= Work instruction =
Leave the images aside and output every entry exactly.

= Working data =
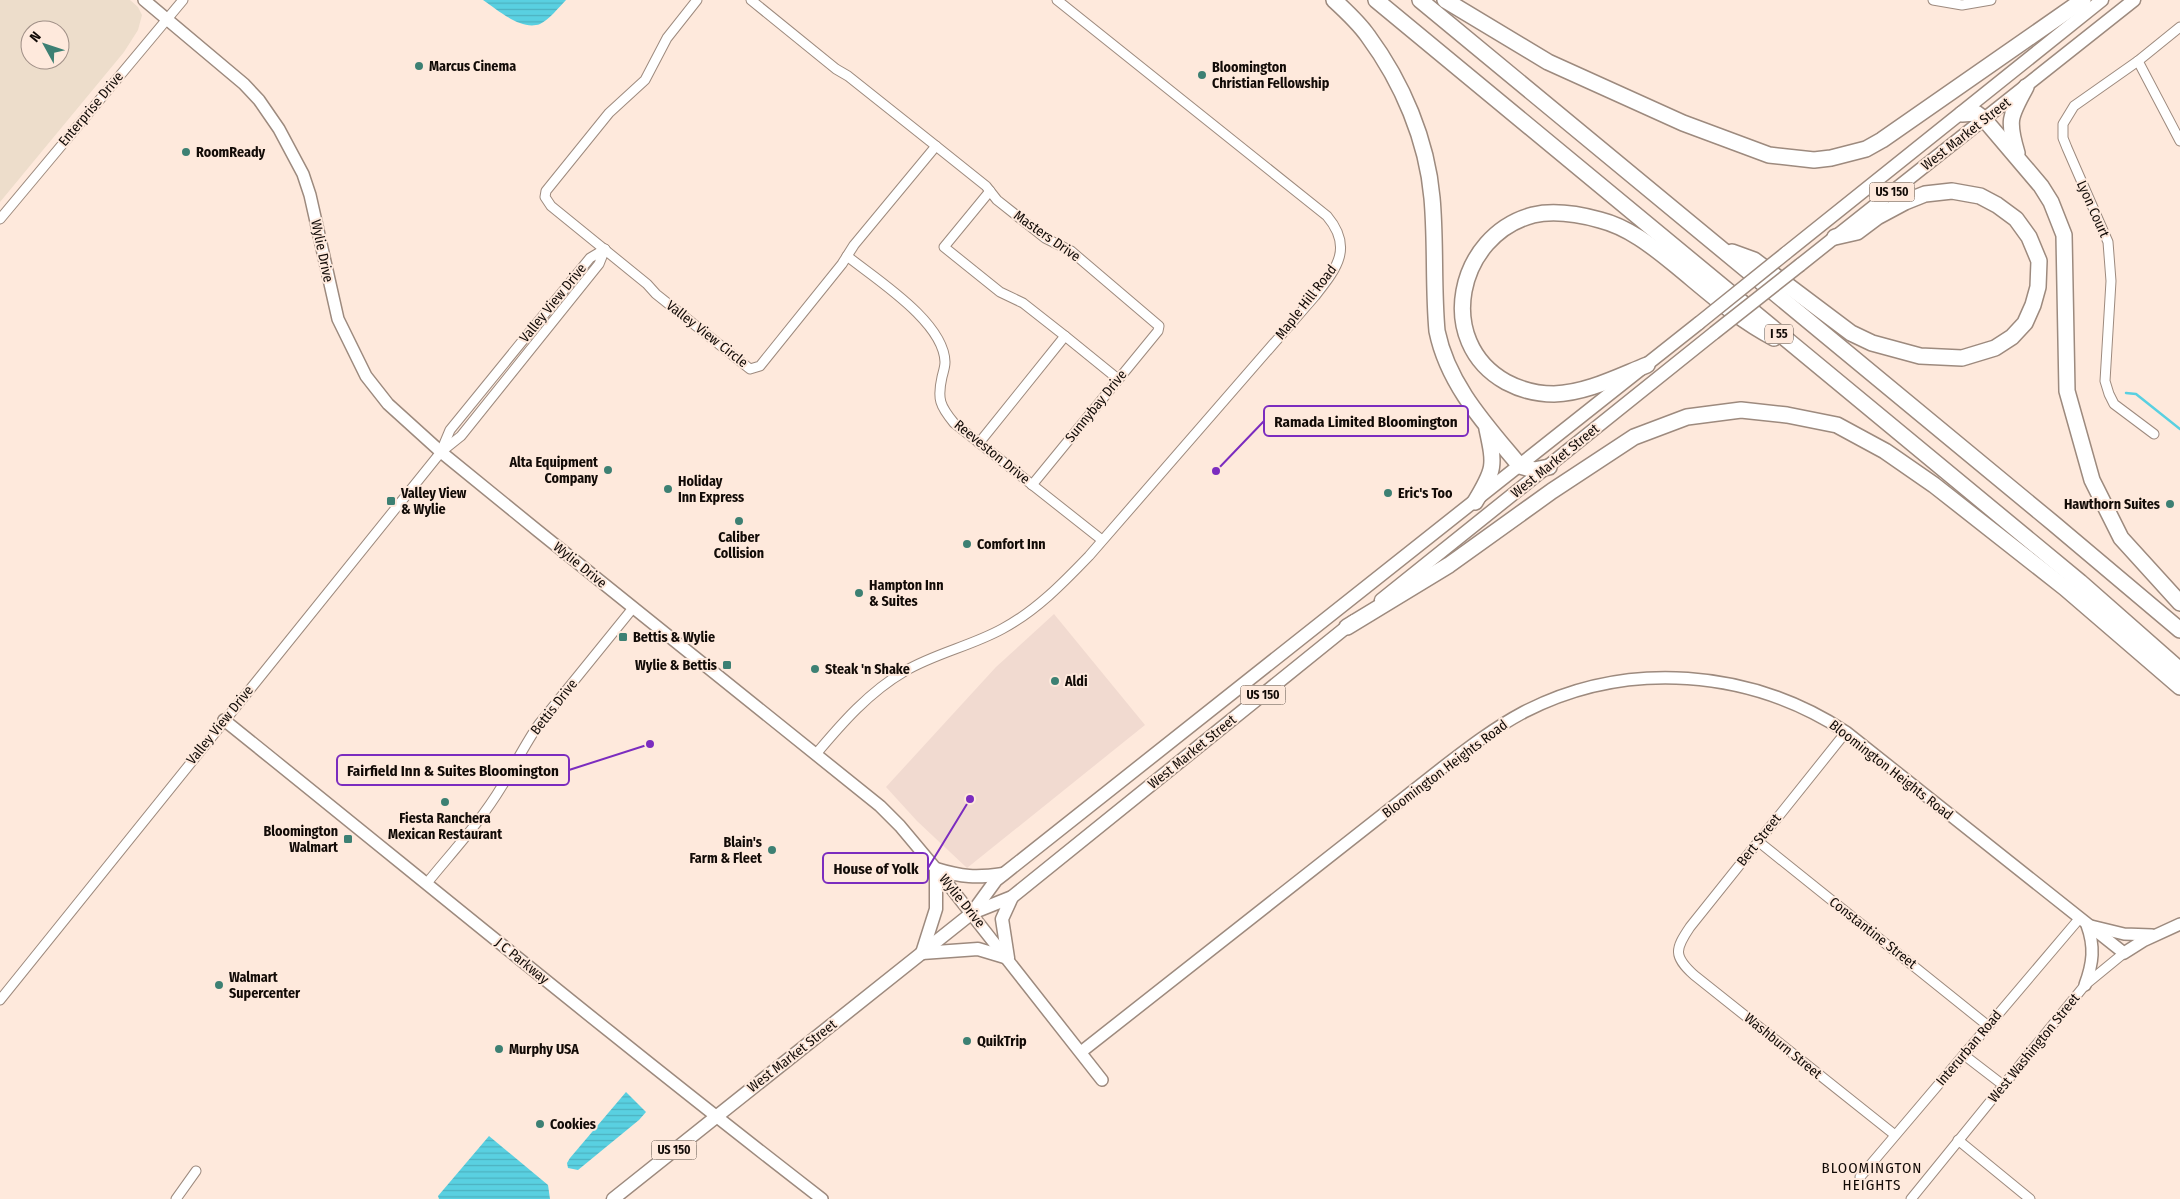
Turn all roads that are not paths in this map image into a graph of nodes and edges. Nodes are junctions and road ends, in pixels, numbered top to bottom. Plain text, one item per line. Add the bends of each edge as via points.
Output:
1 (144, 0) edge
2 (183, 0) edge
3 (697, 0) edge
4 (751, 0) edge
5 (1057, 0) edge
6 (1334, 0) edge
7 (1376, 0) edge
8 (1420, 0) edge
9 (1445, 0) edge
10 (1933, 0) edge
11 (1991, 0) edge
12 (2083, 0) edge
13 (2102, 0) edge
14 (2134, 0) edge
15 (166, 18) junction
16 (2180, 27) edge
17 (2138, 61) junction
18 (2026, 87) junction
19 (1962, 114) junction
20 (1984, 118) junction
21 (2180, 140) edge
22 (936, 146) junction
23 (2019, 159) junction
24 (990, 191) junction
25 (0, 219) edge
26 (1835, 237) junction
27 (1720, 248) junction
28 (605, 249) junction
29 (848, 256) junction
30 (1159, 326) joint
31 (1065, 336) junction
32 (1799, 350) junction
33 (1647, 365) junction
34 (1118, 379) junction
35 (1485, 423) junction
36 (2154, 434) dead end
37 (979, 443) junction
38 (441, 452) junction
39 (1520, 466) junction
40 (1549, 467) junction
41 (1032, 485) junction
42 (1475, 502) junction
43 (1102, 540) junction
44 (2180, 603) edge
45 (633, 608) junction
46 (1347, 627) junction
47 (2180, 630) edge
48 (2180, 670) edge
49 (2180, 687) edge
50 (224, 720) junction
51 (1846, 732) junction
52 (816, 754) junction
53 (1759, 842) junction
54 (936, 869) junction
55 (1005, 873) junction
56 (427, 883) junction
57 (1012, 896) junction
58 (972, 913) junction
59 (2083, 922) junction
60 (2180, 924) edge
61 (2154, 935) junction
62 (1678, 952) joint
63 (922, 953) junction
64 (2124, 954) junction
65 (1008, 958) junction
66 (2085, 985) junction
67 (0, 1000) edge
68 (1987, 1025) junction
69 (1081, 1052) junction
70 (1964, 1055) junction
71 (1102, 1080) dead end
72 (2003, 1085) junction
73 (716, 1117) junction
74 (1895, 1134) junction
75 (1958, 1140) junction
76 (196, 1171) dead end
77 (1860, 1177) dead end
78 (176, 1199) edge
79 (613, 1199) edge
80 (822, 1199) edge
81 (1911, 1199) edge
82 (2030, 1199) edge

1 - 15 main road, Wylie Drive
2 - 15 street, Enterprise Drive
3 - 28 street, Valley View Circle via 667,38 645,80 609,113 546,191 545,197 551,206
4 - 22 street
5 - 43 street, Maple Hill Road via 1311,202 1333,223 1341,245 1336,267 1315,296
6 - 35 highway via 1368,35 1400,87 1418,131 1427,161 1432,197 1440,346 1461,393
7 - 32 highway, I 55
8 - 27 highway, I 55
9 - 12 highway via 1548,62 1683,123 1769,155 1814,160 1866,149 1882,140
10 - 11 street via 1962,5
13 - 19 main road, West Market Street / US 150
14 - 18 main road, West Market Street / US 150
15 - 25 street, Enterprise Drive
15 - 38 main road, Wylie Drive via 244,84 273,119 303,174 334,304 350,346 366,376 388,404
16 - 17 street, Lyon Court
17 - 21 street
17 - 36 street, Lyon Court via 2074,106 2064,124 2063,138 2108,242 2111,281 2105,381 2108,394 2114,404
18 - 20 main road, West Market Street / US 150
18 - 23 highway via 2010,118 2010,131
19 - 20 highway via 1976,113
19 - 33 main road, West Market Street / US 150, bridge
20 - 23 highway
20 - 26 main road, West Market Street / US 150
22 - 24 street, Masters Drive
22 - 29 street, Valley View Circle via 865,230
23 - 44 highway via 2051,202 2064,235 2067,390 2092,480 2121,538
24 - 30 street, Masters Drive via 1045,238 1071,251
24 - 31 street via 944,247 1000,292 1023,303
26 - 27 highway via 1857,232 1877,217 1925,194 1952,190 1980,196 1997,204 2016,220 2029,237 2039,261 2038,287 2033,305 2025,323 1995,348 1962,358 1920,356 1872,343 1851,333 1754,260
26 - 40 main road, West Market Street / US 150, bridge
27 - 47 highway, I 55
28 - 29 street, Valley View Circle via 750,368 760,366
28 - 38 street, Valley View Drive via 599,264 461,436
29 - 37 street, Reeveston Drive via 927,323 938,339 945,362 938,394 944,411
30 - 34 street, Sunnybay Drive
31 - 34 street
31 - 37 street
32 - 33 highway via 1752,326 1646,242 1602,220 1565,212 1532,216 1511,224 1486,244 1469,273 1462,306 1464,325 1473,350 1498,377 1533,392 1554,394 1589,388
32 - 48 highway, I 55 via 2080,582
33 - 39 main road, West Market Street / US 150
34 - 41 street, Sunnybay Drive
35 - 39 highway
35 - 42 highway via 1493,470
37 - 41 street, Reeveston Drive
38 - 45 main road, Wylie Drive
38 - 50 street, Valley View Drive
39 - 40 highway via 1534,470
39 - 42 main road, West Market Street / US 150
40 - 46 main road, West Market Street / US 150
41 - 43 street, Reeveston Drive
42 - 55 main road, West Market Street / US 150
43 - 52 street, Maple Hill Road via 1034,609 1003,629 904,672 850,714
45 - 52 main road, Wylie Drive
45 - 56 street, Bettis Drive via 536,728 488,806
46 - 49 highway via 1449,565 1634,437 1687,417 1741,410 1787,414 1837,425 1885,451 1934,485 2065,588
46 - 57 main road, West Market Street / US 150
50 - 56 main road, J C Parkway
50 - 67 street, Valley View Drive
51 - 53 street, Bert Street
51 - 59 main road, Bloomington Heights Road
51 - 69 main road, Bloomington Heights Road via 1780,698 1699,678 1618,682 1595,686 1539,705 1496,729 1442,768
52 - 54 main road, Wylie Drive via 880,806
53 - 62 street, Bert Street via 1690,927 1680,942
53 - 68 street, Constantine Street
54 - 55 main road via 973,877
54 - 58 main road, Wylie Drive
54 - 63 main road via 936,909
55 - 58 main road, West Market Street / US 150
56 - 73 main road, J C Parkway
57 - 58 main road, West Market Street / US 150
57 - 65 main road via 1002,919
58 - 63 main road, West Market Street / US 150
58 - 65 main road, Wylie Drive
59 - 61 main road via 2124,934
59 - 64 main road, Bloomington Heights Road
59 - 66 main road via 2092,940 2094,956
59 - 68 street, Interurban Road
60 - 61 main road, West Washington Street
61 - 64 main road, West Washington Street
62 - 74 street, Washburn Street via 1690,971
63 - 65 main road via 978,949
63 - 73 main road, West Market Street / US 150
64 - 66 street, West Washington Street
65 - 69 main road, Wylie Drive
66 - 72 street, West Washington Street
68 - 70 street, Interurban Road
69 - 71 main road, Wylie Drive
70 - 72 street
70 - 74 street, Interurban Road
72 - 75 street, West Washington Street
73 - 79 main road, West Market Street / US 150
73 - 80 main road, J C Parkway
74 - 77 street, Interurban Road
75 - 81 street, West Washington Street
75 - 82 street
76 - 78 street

= Task output =
Turn all roads that are not paths in this map image into a graph of nodes and edges. Nodes are junctions and road ends, in pixels, numbered top to bottom. Plain text, one item per line. Add the bends of each edge as via points.
Output:
1 (144, 0) edge
2 (183, 0) edge
3 (697, 0) edge
4 (751, 0) edge
5 (1057, 0) edge
6 (1334, 0) edge
7 (1376, 0) edge
8 (1420, 0) edge
9 (1445, 0) edge
10 (1933, 0) edge
11 (1991, 0) edge
12 (2083, 0) edge
13 (2102, 0) edge
14 (2134, 0) edge
15 (166, 18) junction
16 (2180, 27) edge
17 (2138, 61) junction
18 (2026, 87) junction
19 (1962, 114) junction
20 (1984, 118) junction
21 (2180, 140) edge
22 (936, 146) junction
23 (2019, 159) junction
24 (990, 191) junction
25 (0, 219) edge
26 (1835, 237) junction
27 (1720, 248) junction
28 (605, 249) junction
29 (848, 256) junction
30 (1159, 326) joint
31 (1065, 336) junction
32 (1799, 350) junction
33 (1647, 365) junction
34 (1118, 379) junction
35 (1485, 423) junction
36 (2154, 434) dead end
37 (979, 443) junction
38 (441, 452) junction
39 (1520, 466) junction
40 (1549, 467) junction
41 (1032, 485) junction
42 (1475, 502) junction
43 (1102, 540) junction
44 (2180, 603) edge
45 (633, 608) junction
46 (1347, 627) junction
47 (2180, 630) edge
48 (2180, 670) edge
49 (2180, 687) edge
50 (224, 720) junction
51 (1846, 732) junction
52 (816, 754) junction
53 (1759, 842) junction
54 (936, 869) junction
55 (1005, 873) junction
56 (427, 883) junction
57 (1012, 896) junction
58 (972, 913) junction
59 (2083, 922) junction
60 (2180, 924) edge
61 (2154, 935) junction
62 (1678, 952) joint
63 (922, 953) junction
64 (2124, 954) junction
65 (1008, 958) junction
66 (2085, 985) junction
67 (0, 1000) edge
68 (1987, 1025) junction
69 (1081, 1052) junction
70 (1964, 1055) junction
71 (1102, 1080) dead end
72 (2003, 1085) junction
73 (716, 1117) junction
74 (1895, 1134) junction
75 (1958, 1140) junction
76 (196, 1171) dead end
77 (1860, 1177) dead end
78 (176, 1199) edge
79 (613, 1199) edge
80 (822, 1199) edge
81 (1911, 1199) edge
82 (2030, 1199) edge

1 - 15 main road, Wylie Drive
2 - 15 street, Enterprise Drive
3 - 28 street, Valley View Circle via 667,38 645,80 609,113 546,191 545,197 551,206
4 - 22 street
5 - 43 street, Maple Hill Road via 1311,202 1333,223 1341,245 1336,267 1315,296
6 - 35 highway via 1368,35 1400,87 1418,131 1427,161 1432,197 1440,346 1461,393
7 - 32 highway, I 55
8 - 27 highway, I 55
9 - 12 highway via 1548,62 1683,123 1769,155 1814,160 1866,149 1882,140
10 - 11 street via 1962,5
13 - 19 main road, West Market Street / US 150
14 - 18 main road, West Market Street / US 150
15 - 25 street, Enterprise Drive
15 - 38 main road, Wylie Drive via 244,84 273,119 303,174 334,304 350,346 366,376 388,404
16 - 17 street, Lyon Court
17 - 21 street
17 - 36 street, Lyon Court via 2074,106 2064,124 2063,138 2108,242 2111,281 2105,381 2108,394 2114,404
18 - 20 main road, West Market Street / US 150
18 - 23 highway via 2010,118 2010,131
19 - 20 highway via 1976,113
19 - 33 main road, West Market Street / US 150, bridge
20 - 23 highway
20 - 26 main road, West Market Street / US 150
22 - 24 street, Masters Drive
22 - 29 street, Valley View Circle via 865,230
23 - 44 highway via 2051,202 2064,235 2067,390 2092,480 2121,538
24 - 30 street, Masters Drive via 1045,238 1071,251
24 - 31 street via 944,247 1000,292 1023,303
26 - 27 highway via 1857,232 1877,217 1925,194 1952,190 1980,196 1997,204 2016,220 2029,237 2039,261 2038,287 2033,305 2025,323 1995,348 1962,358 1920,356 1872,343 1851,333 1754,260
26 - 40 main road, West Market Street / US 150, bridge
27 - 47 highway, I 55
28 - 29 street, Valley View Circle via 750,368 760,366
28 - 38 street, Valley View Drive via 599,264 461,436
29 - 37 street, Reeveston Drive via 927,323 938,339 945,362 938,394 944,411
30 - 34 street, Sunnybay Drive
31 - 34 street
31 - 37 street
32 - 33 highway via 1752,326 1646,242 1602,220 1565,212 1532,216 1511,224 1486,244 1469,273 1462,306 1464,325 1473,350 1498,377 1533,392 1554,394 1589,388
32 - 48 highway, I 55 via 2080,582
33 - 39 main road, West Market Street / US 150
34 - 41 street, Sunnybay Drive
35 - 39 highway
35 - 42 highway via 1493,470
37 - 41 street, Reeveston Drive
38 - 45 main road, Wylie Drive
38 - 50 street, Valley View Drive
39 - 40 highway via 1534,470
39 - 42 main road, West Market Street / US 150
40 - 46 main road, West Market Street / US 150
41 - 43 street, Reeveston Drive
42 - 55 main road, West Market Street / US 150
43 - 52 street, Maple Hill Road via 1034,609 1003,629 904,672 850,714
45 - 52 main road, Wylie Drive
45 - 56 street, Bettis Drive via 536,728 488,806
46 - 49 highway via 1449,565 1634,437 1687,417 1741,410 1787,414 1837,425 1885,451 1934,485 2065,588
46 - 57 main road, West Market Street / US 150
50 - 56 main road, J C Parkway
50 - 67 street, Valley View Drive
51 - 53 street, Bert Street
51 - 59 main road, Bloomington Heights Road
51 - 69 main road, Bloomington Heights Road via 1780,698 1699,678 1618,682 1595,686 1539,705 1496,729 1442,768
52 - 54 main road, Wylie Drive via 880,806
53 - 62 street, Bert Street via 1690,927 1680,942
53 - 68 street, Constantine Street
54 - 55 main road via 973,877
54 - 58 main road, Wylie Drive
54 - 63 main road via 936,909
55 - 58 main road, West Market Street / US 150
56 - 73 main road, J C Parkway
57 - 58 main road, West Market Street / US 150
57 - 65 main road via 1002,919
58 - 63 main road, West Market Street / US 150
58 - 65 main road, Wylie Drive
59 - 61 main road via 2124,934
59 - 64 main road, Bloomington Heights Road
59 - 66 main road via 2092,940 2094,956
59 - 68 street, Interurban Road
60 - 61 main road, West Washington Street
61 - 64 main road, West Washington Street
62 - 74 street, Washburn Street via 1690,971
63 - 65 main road via 978,949
63 - 73 main road, West Market Street / US 150
64 - 66 street, West Washington Street
65 - 69 main road, Wylie Drive
66 - 72 street, West Washington Street
68 - 70 street, Interurban Road
69 - 71 main road, Wylie Drive
70 - 72 street
70 - 74 street, Interurban Road
72 - 75 street, West Washington Street
73 - 79 main road, West Market Street / US 150
73 - 80 main road, J C Parkway
74 - 77 street, Interurban Road
75 - 81 street, West Washington Street
75 - 82 street
76 - 78 street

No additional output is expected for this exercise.